Decisions and Action Items
- Decision: There is strong community support and critical mass of interest to form an IETF Working Group for standardizing Privacy Preserving Measurement (PPM) technologies.
- Action Item (BoF Proponents/Chairs): Revise the proposed Working Group charter based on the feedback received during the BoF session and subsequent mailing list discussion. Key revisions will include:
- Generalizing the language describing the technical approach to allow for flexibility across various VDAF instantiations and techniques.
- Clarifying the definition of "aggregation" to be inclusive of relevant advanced use cases (e.g., ML models).

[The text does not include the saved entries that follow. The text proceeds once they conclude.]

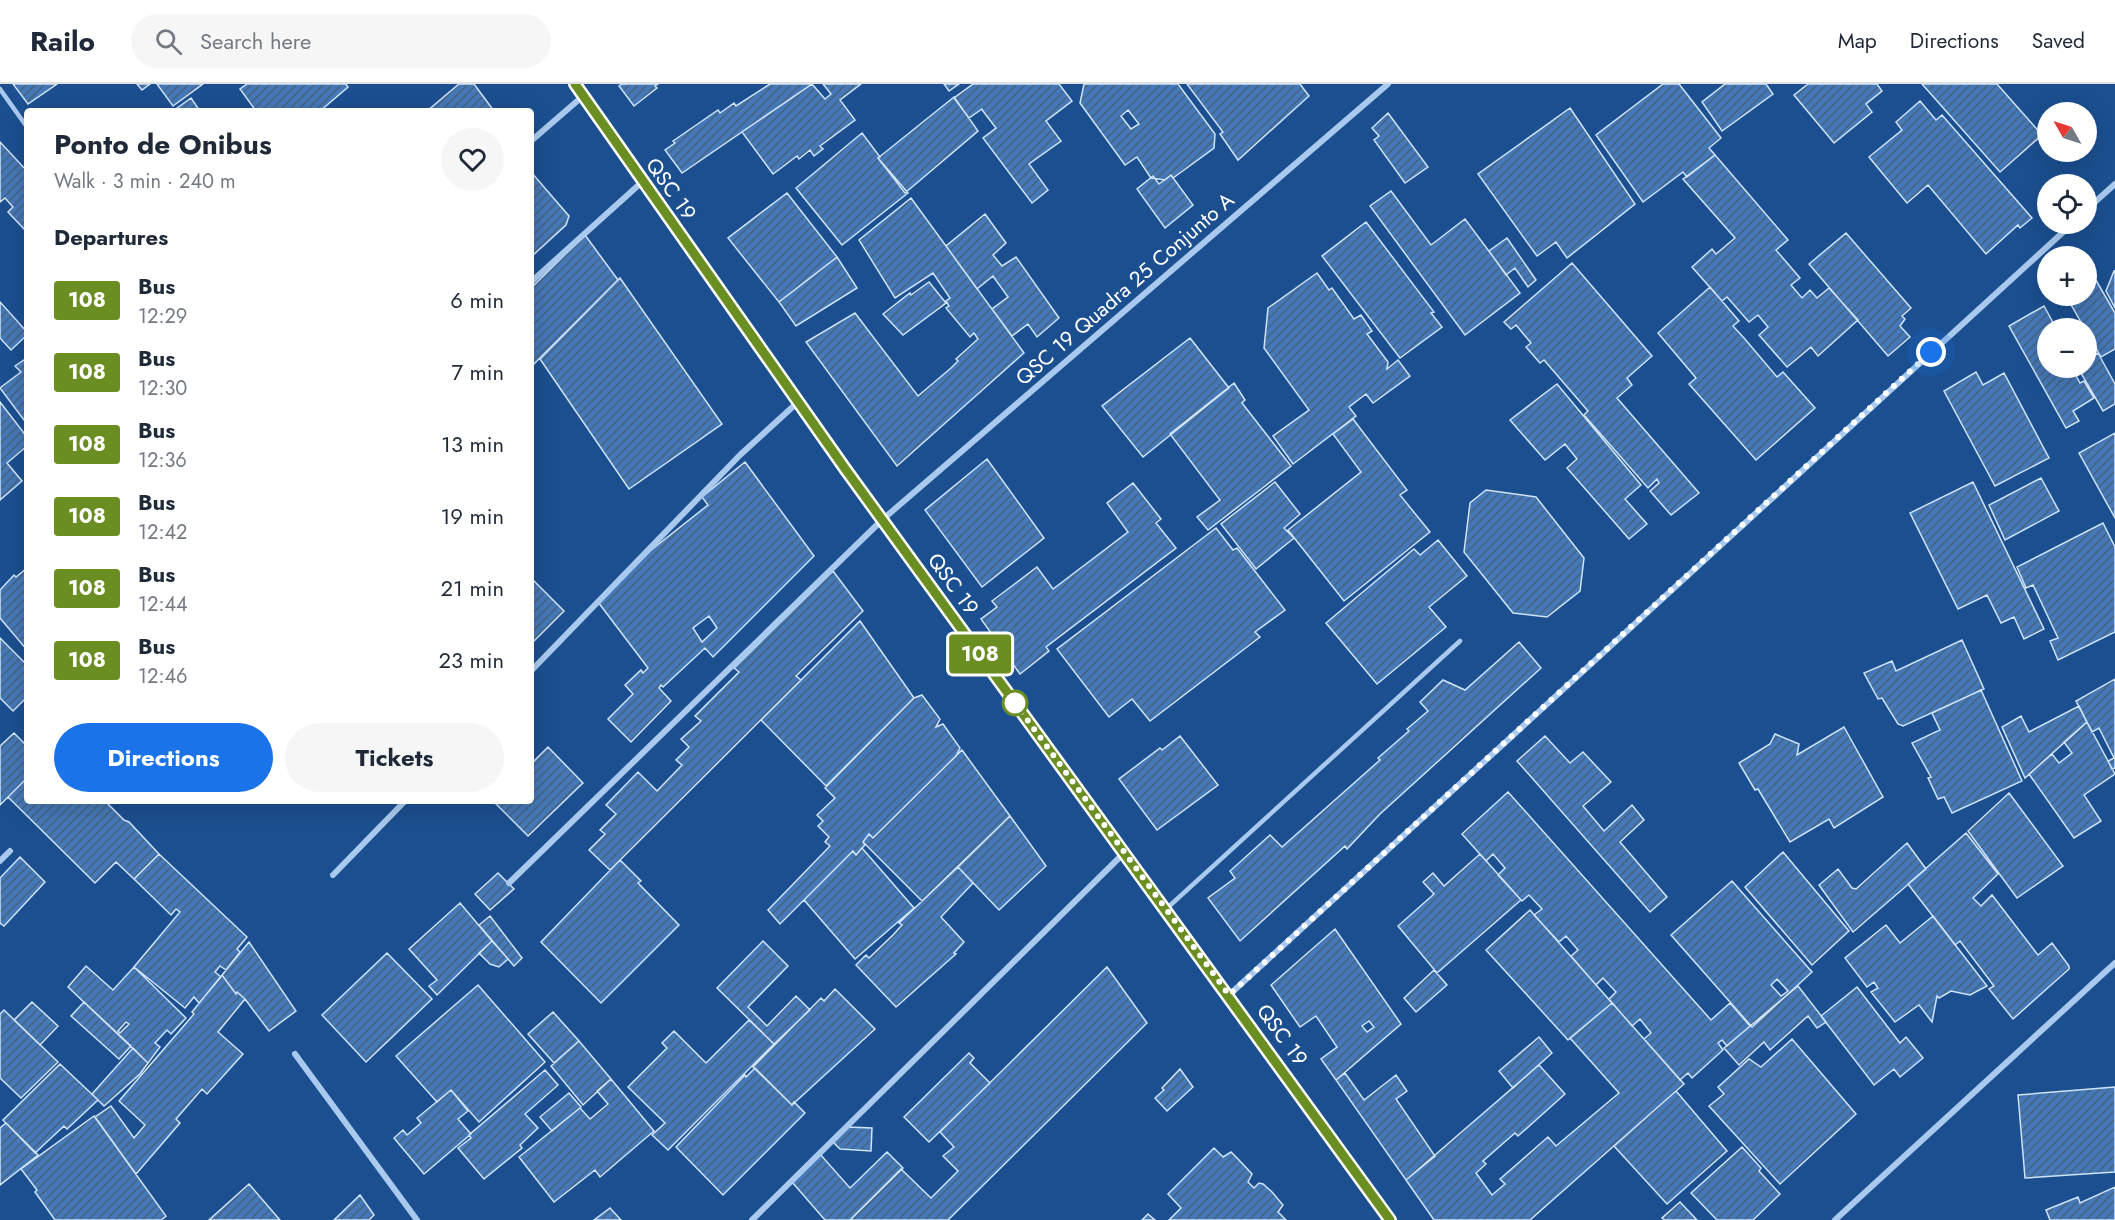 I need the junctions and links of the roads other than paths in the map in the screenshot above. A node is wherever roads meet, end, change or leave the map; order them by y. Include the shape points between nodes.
1 (575, 84) edge
2 (1388, 84) edge
3 (0, 89) edge
4 (583, 96) junction
5 (24, 123) edge
6 (534, 138) edge
7 (642, 182) junction
8 (2115, 184) edge
9 (2097, 200) edge
10 (2061, 234) edge
11 (534, 279) edge
12 (798, 402) junction
13 (882, 520) junction
14 (1460, 641) dead end
15 (534, 668) edge
16 (402, 804) edge
17 (10, 851) dead end
18 (1124, 852) junction
19 (0, 861) edge
20 (333, 875) dead end
21 (509, 883) dead end
22 (1165, 910) junction
23 (2115, 963) edge
24 (1229, 995) junction
25 (295, 1054) dead end
26 (417, 1220) edge
27 (752, 1220) edge
28 (1390, 1220) edge
29 (1835, 1220) edge

1 - 4 street, QSC 19
2 - 13 street, QSC 19 Quadra 25 Conjunto A
3 - 5 lane
4 - 6 street
4 - 7 street, QSC 19
7 - 11 street
7 - 12 street, QSC 19
8 - 9 street
10 - 24 street
12 - 13 street, QSC 19
12 - 15 street via 740,455
13 - 18 street, QSC 19
13 - 21 street, QSC 19 Quadra 25 Conjunto A
14 - 22 lane
16 - 20 street
17 - 19 street
18 - 22 street, QSC 19
18 - 27 street
22 - 24 street, QSC 19
23 - 29 street
24 - 28 street, QSC 19
25 - 26 street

- Adding clear documentation of motivating use cases.
- Incorporating work items related to analyzing and mitigating abuse cases and defining relevant threat models.
- Proposing a new, more descriptive and less ambiguous name for the Working Group.
- Considering how trust models and ecosystem deployment scenarios are addressed within the charter.
Next Steps
- The revised Working Group charter will be distributed and discussed on the mailing list.
- The work on cryptographic primitives (VDAFs) will continue in the Crypto Forum Research Group (CFRG).